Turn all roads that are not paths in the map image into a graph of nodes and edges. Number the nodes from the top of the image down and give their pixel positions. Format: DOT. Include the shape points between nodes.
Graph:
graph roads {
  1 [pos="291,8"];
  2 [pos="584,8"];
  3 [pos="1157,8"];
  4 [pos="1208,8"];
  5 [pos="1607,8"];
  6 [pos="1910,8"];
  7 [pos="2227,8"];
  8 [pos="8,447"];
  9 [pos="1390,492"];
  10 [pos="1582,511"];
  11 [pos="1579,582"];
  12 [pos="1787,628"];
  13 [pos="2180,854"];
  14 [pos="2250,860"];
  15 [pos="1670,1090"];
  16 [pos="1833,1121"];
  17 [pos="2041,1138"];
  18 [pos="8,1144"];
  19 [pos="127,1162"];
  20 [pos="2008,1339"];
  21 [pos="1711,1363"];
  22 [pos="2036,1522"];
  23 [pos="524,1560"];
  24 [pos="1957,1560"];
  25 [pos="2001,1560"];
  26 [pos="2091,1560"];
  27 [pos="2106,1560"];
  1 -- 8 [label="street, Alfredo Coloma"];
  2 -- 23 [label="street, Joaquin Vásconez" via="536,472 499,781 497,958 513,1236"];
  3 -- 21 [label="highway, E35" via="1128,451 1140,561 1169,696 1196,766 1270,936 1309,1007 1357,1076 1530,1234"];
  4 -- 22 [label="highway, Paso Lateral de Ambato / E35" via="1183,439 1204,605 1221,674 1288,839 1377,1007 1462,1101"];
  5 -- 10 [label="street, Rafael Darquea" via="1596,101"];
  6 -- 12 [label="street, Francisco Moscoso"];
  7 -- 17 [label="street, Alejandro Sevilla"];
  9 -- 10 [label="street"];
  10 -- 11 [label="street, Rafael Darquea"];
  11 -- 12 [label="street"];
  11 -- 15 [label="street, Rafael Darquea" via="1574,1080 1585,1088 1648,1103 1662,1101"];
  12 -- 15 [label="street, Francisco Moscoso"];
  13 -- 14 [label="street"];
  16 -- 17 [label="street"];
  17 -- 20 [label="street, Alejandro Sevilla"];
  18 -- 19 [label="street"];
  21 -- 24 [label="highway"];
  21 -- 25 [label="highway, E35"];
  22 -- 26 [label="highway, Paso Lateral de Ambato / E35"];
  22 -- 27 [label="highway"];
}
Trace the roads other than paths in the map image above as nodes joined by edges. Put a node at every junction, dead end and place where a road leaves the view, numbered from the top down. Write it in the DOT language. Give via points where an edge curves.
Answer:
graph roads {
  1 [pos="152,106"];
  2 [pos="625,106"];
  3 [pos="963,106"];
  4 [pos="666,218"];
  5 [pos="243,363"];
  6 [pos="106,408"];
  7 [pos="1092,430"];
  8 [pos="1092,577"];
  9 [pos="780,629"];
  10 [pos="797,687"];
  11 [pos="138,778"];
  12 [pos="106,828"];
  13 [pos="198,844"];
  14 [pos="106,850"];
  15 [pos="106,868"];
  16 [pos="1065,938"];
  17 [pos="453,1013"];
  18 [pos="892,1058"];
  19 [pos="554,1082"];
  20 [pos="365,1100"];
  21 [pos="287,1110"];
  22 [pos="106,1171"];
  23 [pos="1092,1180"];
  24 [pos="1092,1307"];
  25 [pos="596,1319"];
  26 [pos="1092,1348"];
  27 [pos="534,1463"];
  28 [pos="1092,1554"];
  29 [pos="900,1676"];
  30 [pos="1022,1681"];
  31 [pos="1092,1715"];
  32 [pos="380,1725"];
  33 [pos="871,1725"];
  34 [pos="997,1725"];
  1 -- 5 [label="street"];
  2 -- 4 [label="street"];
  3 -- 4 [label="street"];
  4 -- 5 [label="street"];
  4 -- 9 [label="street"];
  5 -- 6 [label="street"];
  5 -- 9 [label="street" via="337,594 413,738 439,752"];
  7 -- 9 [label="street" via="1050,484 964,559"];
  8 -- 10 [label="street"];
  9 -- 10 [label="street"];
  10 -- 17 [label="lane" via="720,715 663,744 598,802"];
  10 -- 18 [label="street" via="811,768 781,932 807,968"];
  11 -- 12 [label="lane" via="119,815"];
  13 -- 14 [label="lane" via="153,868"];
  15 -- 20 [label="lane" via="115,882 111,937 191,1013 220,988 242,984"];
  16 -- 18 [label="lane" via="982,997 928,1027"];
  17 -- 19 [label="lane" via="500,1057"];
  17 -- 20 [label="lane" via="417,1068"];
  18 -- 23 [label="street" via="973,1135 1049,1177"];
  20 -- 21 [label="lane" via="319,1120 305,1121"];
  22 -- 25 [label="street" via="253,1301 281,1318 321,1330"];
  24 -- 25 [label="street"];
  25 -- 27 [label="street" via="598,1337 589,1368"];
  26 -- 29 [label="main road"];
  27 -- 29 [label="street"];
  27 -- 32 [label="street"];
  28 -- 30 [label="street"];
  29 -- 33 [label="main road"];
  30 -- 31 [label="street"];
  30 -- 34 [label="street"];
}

━━━

→ **WORK TO BE COMPLETED**:
All of the entries need to be reproduced exactly; please write them out.

→ **SOLUTION TO THIS EXERCISE**:
Turn all roads that are not paths in the map image into a graph of nodes and edges. Number the nodes from the top of the image down and give their pixel positions. Format: DOT. Include the shape points between nodes.
Graph:
graph roads {
  1 [pos="291,8"];
  2 [pos="584,8"];
  3 [pos="1157,8"];
  4 [pos="1208,8"];
  5 [pos="1607,8"];
  6 [pos="1910,8"];
  7 [pos="2227,8"];
  8 [pos="8,447"];
  9 [pos="1390,492"];
  10 [pos="1582,511"];
  11 [pos="1579,582"];
  12 [pos="1787,628"];
  13 [pos="2180,854"];
  14 [pos="2250,860"];
  15 [pos="1670,1090"];
  16 [pos="1833,1121"];
  17 [pos="2041,1138"];
  18 [pos="8,1144"];
  19 [pos="127,1162"];
  20 [pos="2008,1339"];
  21 [pos="1711,1363"];
  22 [pos="2036,1522"];
  23 [pos="524,1560"];
  24 [pos="1957,1560"];
  25 [pos="2001,1560"];
  26 [pos="2091,1560"];
  27 [pos="2106,1560"];
  1 -- 8 [label="street, Alfredo Coloma"];
  2 -- 23 [label="street, Joaquin Vásconez" via="536,472 499,781 497,958 513,1236"];
  3 -- 21 [label="highway, E35" via="1128,451 1140,561 1169,696 1196,766 1270,936 1309,1007 1357,1076 1530,1234"];
  4 -- 22 [label="highway, Paso Lateral de Ambato / E35" via="1183,439 1204,605 1221,674 1288,839 1377,1007 1462,1101"];
  5 -- 10 [label="street, Rafael Darquea" via="1596,101"];
  6 -- 12 [label="street, Francisco Moscoso"];
  7 -- 17 [label="street, Alejandro Sevilla"];
  9 -- 10 [label="street"];
  10 -- 11 [label="street, Rafael Darquea"];
  11 -- 12 [label="street"];
  11 -- 15 [label="street, Rafael Darquea" via="1574,1080 1585,1088 1648,1103 1662,1101"];
  12 -- 15 [label="street, Francisco Moscoso"];
  13 -- 14 [label="street"];
  16 -- 17 [label="street"];
  17 -- 20 [label="street, Alejandro Sevilla"];
  18 -- 19 [label="street"];
  21 -- 24 [label="highway"];
  21 -- 25 [label="highway, E35"];
  22 -- 26 [label="highway, Paso Lateral de Ambato / E35"];
  22 -- 27 [label="highway"];
}
Trace the roads other than paths in the map image above as nodes joined by edges. Put a node at every junction, dead end and place where a road leaves the view, numbered from the top down. Write it in the DOT language. Give via points where an edge curves.
Answer:
graph roads {
  1 [pos="152,106"];
  2 [pos="625,106"];
  3 [pos="963,106"];
  4 [pos="666,218"];
  5 [pos="243,363"];
  6 [pos="106,408"];
  7 [pos="1092,430"];
  8 [pos="1092,577"];
  9 [pos="780,629"];
  10 [pos="797,687"];
  11 [pos="138,778"];
  12 [pos="106,828"];
  13 [pos="198,844"];
  14 [pos="106,850"];
  15 [pos="106,868"];
  16 [pos="1065,938"];
  17 [pos="453,1013"];
  18 [pos="892,1058"];
  19 [pos="554,1082"];
  20 [pos="365,1100"];
  21 [pos="287,1110"];
  22 [pos="106,1171"];
  23 [pos="1092,1180"];
  24 [pos="1092,1307"];
  25 [pos="596,1319"];
  26 [pos="1092,1348"];
  27 [pos="534,1463"];
  28 [pos="1092,1554"];
  29 [pos="900,1676"];
  30 [pos="1022,1681"];
  31 [pos="1092,1715"];
  32 [pos="380,1725"];
  33 [pos="871,1725"];
  34 [pos="997,1725"];
  1 -- 5 [label="street"];
  2 -- 4 [label="street"];
  3 -- 4 [label="street"];
  4 -- 5 [label="street"];
  4 -- 9 [label="street"];
  5 -- 6 [label="street"];
  5 -- 9 [label="street" via="337,594 413,738 439,752"];
  7 -- 9 [label="street" via="1050,484 964,559"];
  8 -- 10 [label="street"];
  9 -- 10 [label="street"];
  10 -- 17 [label="lane" via="720,715 663,744 598,802"];
  10 -- 18 [label="street" via="811,768 781,932 807,968"];
  11 -- 12 [label="lane" via="119,815"];
  13 -- 14 [label="lane" via="153,868"];
  15 -- 20 [label="lane" via="115,882 111,937 191,1013 220,988 242,984"];
  16 -- 18 [label="lane" via="982,997 928,1027"];
  17 -- 19 [label="lane" via="500,1057"];
  17 -- 20 [label="lane" via="417,1068"];
  18 -- 23 [label="street" via="973,1135 1049,1177"];
  20 -- 21 [label="lane" via="319,1120 305,1121"];
  22 -- 25 [label="street" via="253,1301 281,1318 321,1330"];
  24 -- 25 [label="street"];
  25 -- 27 [label="street" via="598,1337 589,1368"];
  26 -- 29 [label="main road"];
  27 -- 29 [label="street"];
  27 -- 32 [label="street"];
  28 -- 30 [label="street"];
  29 -- 33 [label="main road"];
  30 -- 31 [label="street"];
  30 -- 34 [label="street"];
}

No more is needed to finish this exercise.